Stored data
================

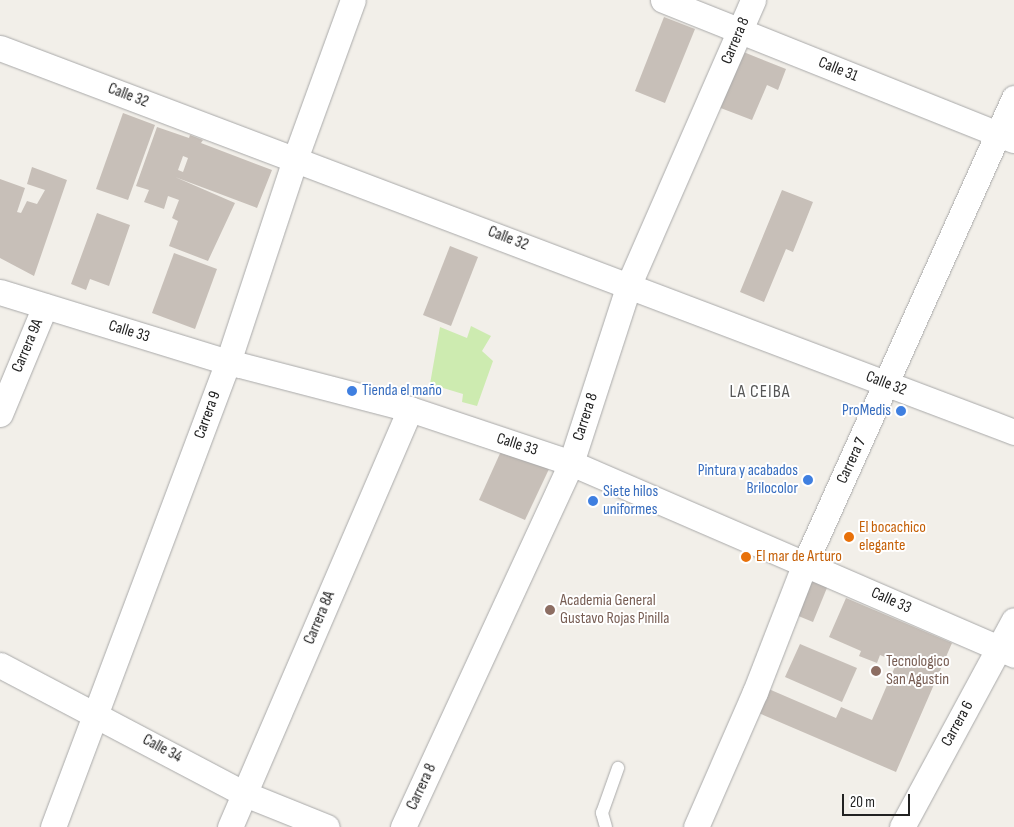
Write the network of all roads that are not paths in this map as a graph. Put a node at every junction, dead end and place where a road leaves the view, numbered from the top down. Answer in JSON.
{"nodes":[{"id":1,"x":353,"y":0,"type":"edge"},
{"id":2,"x":663,"y":0,"type":"edge"},
{"id":3,"x":753,"y":0,"type":"edge"},
{"id":4,"x":741,"y":32,"type":"junction"},
{"id":5,"x":0,"y":48,"type":"edge"},
{"id":6,"x":1014,"y":98,"type":"edge"},
{"id":7,"x":1006,"y":138,"type":"edge"},
{"id":8,"x":295,"y":159,"type":"junction"},
{"id":9,"x":630,"y":284,"type":"junction"},
{"id":10,"x":0,"y":292,"type":"edge"},
{"id":11,"x":45,"y":306,"type":"junction"},
{"id":12,"x":228,"y":362,"type":"junction"},
{"id":13,"x":886,"y":384,"type":"junction"},
{"id":14,"x":410,"y":410,"type":"junction"},
{"id":15,"x":0,"y":414,"type":"edge"},
{"id":16,"x":1014,"y":432,"type":"edge"},
{"id":17,"x":571,"y":463,"type":"junction"},
{"id":18,"x":805,"y":563,"type":"junction"},
{"id":19,"x":1014,"y":620,"type":"edge"},
{"id":20,"x":1007,"y":652,"type":"edge"},
{"id":21,"x":0,"y":664,"type":"edge"},
{"id":22,"x":97,"y":714,"type":"junction"},
{"id":23,"x":618,"y":768,"type":"dead end"},
{"id":24,"x":245,"y":794,"type":"junction"},
{"id":25,"x":53,"y":827,"type":"edge"},
{"id":26,"x":230,"y":827,"type":"edge"},
{"id":27,"x":327,"y":827,"type":"edge"},
{"id":28,"x":403,"y":827,"type":"edge"},
{"id":29,"x":606,"y":827,"type":"edge"},
{"id":30,"x":696,"y":827,"type":"edge"},
{"id":31,"x":902,"y":827,"type":"edge"}],
"edges":[{"from":1,"to":8,"type":"street","name":"Carrera 9"},
{"from":2,"to":4,"type":"street","name":"Calle 31"},
{"from":3,"to":4,"type":"street","name":"Carrera 8"},
{"from":4,"to":7,"type":"street","name":"Calle 31"},
{"from":4,"to":9,"type":"street","name":"Carrera 8"},
{"from":5,"to":8,"type":"street","name":"Calle 32"},
{"from":6,"to":7,"type":"street","name":"Carrera 7"},
{"from":7,"to":13,"type":"street","name":"Carrera 7"},
{"from":8,"to":9,"type":"street","name":"Calle 32"},
{"from":8,"to":12,"type":"street","name":"Carrera 9"},
{"from":9,"to":13,"type":"street","name":"Calle 32"},
{"from":9,"to":17,"type":"street","name":"Carrera 8"},
{"from":10,"to":11,"type":"street","name":"Calle 33"},
{"from":11,"to":12,"type":"street","name":"Calle 33"},
{"from":11,"to":15,"type":"street","name":"Carrera 9A"},
{"from":12,"to":14,"type":"street","name":"Calle 33"},
{"from":12,"to":22,"type":"street","name":"Carrera 9"},
{"from":13,"to":16,"type":"street","name":"Calle 32"},
{"from":13,"to":18,"type":"street","name":"Carrera 7"},
{"from":14,"to":17,"type":"street","name":"Calle 33"},
{"from":14,"to":24,"type":"street","name":"Carrera 8A"},
{"from":17,"to":18,"type":"street","name":"Calle 33"},
{"from":17,"to":28,"type":"street","name":"Carrera 8"},
{"from":18,"to":20,"type":"street","name":"Calle 33"},
{"from":18,"to":30,"type":"street","name":"Carrera 7"},
{"from":19,"to":20,"type":"street","name":"Carrera 6"},
{"from":20,"to":31,"type":"street","name":"Carrera 6"},
{"from":21,"to":22,"type":"street","name":"Calle 34"},
{"from":22,"to":24,"type":"street","name":"Calle 34"},
{"from":22,"to":25,"type":"street","name":"Carrera 9"},
{"from":23,"to":29,"type":"lane"},
{"from":24,"to":26,"type":"street","name":"Carrera 8A"},
{"from":24,"to":27,"type":"street","name":"Calle 34"}]}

================

= Requirement =
Every line above that contains the word "dead" should be reported.

= Output below =
Write the network of all roads that are not paths in this map as a graph. Put a node at every junction, dead end and place where a road leaves the view, numbered from the top down. Answer in JSON.
{"id":23,"x":618,"y":768,"type":"dead end"},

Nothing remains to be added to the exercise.